La CGT s’inquiète également de la transmission à la direction, par le CSE, de courriers de salariés portant explicitement la mention « CONFIDENTIEL ».

Aucun salarié ne doit craindre d’être identifié ou exposé pour avoir témoigné de ses conditions de travail. La confidentialité des alertes constitue une condition indispensable à une véritable prévention des risques psychosociaux.

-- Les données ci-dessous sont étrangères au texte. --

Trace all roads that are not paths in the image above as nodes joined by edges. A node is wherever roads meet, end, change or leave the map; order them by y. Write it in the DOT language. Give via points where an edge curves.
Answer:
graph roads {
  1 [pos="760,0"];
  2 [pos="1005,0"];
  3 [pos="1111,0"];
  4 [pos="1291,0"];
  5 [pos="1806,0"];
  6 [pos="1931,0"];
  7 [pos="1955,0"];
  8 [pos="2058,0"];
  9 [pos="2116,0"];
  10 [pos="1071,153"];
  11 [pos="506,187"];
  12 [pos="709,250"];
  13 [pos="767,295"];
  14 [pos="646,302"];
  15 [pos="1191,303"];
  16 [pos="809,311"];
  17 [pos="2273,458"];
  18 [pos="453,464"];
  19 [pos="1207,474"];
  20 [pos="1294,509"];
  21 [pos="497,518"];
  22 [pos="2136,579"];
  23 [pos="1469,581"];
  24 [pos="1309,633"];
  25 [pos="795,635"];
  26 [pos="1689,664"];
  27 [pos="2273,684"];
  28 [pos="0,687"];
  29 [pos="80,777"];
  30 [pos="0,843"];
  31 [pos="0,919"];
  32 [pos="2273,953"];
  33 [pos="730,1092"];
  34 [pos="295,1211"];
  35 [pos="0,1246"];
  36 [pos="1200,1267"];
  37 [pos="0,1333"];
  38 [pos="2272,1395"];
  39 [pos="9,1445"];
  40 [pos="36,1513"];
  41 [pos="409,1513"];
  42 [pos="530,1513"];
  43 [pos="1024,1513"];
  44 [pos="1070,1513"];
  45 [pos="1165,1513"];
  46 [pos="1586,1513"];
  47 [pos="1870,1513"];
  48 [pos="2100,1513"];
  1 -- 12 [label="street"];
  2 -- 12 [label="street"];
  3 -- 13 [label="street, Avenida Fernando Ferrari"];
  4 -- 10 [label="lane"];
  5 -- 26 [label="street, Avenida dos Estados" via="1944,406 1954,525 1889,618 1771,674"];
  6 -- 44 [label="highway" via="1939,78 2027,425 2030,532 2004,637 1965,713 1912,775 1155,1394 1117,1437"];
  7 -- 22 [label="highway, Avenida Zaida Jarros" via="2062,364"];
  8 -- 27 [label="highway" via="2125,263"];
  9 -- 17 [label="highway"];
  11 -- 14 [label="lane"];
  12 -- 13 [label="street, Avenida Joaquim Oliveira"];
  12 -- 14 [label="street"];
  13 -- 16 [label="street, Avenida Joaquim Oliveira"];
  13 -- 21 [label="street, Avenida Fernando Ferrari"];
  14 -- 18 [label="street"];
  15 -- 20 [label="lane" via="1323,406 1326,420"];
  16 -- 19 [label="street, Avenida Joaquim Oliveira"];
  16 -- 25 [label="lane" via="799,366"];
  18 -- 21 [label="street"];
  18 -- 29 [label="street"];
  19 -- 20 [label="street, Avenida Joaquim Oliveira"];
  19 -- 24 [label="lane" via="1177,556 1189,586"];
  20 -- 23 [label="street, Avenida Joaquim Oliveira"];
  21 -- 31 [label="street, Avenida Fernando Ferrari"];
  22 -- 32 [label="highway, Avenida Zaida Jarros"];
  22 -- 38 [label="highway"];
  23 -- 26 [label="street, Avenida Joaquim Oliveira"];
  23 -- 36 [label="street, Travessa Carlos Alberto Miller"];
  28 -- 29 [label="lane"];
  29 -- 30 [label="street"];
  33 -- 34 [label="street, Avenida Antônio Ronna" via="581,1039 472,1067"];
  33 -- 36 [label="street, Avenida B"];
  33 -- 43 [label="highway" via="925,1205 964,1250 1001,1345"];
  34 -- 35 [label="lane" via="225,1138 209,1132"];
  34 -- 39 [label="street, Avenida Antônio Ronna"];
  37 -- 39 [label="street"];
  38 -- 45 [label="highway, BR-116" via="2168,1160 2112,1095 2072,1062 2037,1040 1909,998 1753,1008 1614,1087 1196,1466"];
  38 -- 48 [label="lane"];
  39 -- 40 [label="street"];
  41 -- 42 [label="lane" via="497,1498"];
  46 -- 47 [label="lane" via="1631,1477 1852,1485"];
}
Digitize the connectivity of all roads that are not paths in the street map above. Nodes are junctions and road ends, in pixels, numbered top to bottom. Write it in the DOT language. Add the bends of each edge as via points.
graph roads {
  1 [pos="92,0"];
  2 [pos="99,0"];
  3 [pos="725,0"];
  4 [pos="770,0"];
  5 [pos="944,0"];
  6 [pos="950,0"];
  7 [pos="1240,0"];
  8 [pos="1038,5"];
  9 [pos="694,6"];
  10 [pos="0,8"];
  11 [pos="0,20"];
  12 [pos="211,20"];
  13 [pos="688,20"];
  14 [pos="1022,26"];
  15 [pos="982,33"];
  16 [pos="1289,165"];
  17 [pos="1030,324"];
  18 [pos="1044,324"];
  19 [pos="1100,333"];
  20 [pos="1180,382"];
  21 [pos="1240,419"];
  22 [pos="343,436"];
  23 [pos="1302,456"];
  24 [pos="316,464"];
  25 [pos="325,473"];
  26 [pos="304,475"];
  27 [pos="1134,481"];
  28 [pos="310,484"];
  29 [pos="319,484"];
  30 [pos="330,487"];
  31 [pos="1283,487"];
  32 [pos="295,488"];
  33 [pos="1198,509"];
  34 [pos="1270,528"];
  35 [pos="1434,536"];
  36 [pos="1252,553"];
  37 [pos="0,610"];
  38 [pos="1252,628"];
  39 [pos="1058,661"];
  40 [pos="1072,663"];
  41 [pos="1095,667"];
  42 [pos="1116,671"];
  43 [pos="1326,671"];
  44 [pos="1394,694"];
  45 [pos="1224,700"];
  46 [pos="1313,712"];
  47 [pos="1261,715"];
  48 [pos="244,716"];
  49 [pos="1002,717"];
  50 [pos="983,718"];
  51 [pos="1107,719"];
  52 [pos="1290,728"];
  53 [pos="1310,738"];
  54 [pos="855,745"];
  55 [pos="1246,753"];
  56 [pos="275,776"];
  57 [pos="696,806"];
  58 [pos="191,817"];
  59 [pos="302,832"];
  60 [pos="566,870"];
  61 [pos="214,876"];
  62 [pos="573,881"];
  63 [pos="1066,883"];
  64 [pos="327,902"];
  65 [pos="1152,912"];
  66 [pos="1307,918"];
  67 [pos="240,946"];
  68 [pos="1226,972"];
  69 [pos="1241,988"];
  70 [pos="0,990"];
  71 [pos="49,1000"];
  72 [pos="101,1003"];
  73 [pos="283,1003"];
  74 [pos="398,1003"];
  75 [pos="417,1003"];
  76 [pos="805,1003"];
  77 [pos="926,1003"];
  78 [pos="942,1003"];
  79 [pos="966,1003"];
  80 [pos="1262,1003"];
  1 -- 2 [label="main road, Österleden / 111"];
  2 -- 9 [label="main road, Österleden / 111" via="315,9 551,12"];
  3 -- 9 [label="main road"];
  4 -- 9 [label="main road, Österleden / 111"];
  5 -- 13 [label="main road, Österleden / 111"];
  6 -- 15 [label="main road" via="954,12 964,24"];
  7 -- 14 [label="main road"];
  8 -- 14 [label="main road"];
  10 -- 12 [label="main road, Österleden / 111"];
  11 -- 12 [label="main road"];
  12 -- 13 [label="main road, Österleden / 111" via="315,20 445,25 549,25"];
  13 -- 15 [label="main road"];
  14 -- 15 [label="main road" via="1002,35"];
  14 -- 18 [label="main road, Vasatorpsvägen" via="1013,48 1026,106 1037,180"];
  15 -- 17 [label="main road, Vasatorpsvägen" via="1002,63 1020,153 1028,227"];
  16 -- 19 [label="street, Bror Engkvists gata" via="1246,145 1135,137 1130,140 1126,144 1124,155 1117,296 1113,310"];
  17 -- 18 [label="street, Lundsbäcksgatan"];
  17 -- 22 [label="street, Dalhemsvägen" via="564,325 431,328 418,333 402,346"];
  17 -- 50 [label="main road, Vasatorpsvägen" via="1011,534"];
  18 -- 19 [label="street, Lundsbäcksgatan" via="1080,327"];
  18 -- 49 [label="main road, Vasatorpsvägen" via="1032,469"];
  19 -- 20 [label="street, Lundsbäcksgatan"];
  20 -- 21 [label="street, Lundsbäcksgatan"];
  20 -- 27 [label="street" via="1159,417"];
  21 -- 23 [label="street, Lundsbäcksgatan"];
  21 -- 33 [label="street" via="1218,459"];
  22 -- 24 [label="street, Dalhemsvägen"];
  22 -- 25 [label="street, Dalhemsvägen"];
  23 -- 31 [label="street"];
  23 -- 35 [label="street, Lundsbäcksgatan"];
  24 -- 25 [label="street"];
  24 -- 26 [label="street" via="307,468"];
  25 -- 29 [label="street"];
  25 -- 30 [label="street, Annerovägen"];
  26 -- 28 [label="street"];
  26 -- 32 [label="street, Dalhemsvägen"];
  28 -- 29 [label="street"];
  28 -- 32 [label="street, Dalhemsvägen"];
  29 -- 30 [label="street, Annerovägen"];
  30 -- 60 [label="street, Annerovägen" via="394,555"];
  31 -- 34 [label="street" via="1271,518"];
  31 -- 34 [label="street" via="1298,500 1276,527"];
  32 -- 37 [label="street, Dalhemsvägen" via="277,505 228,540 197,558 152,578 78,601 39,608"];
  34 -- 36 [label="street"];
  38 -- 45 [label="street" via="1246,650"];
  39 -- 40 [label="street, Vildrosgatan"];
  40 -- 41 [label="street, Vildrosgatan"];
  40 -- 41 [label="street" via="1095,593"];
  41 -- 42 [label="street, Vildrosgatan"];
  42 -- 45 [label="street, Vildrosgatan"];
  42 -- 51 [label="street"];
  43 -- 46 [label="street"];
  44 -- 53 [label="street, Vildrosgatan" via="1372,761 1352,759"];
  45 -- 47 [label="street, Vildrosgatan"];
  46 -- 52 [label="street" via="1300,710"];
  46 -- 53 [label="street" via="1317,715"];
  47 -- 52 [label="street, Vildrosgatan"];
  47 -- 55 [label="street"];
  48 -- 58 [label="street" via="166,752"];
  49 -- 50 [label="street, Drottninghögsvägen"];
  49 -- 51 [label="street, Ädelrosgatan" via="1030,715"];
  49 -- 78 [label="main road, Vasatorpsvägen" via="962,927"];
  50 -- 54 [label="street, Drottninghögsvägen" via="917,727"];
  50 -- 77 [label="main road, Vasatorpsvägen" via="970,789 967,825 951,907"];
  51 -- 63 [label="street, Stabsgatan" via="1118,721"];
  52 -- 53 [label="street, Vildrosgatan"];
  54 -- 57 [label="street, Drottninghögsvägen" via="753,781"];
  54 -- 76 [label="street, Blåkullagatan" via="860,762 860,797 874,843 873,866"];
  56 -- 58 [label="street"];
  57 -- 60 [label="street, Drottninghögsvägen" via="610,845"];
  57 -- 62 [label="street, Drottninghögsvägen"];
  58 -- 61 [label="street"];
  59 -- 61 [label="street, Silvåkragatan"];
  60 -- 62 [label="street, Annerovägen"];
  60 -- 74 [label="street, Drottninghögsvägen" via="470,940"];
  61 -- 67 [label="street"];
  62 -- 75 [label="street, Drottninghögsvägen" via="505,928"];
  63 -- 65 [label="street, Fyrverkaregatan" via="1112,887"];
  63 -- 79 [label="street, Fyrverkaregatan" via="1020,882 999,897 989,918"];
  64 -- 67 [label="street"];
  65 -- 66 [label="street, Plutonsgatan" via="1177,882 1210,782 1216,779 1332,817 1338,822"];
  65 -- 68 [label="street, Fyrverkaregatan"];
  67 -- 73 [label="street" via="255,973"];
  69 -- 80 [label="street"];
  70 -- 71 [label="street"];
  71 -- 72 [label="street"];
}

Des engagements immédiats sont nécessaires

L’Union départementale CGT du Morbihan et le syndicat CGT de l’association Kervihan demandent notamment :

  • la protection effective des salariés ayant témoigné ou lancé une alerte ;
  • l’arrêt de toute stigmatisation des salariés et de leurs représentants ;
  • une clarification complète sur la transmission des courriers confidentiels et des garanties effectives de confidentialité ;
  • une coopération pleine et entière avec l’expert désigné par le CSE ;
  • la mise en œuvre immédiate d’un plan de prévention des risques psychosociaux ;
  • un dialogue social respectueux des représentants du personnel et des organisations syndicales.

La CGT réaffirme qu’elle continuera à agir pour que les faits soient établis, que les salariés soient protégés et que les obligations de prévention prévues par le Code du travail soient pleinement respectées.

La santé, la sécurité et la dignité des salariés doivent redevenir la priorité.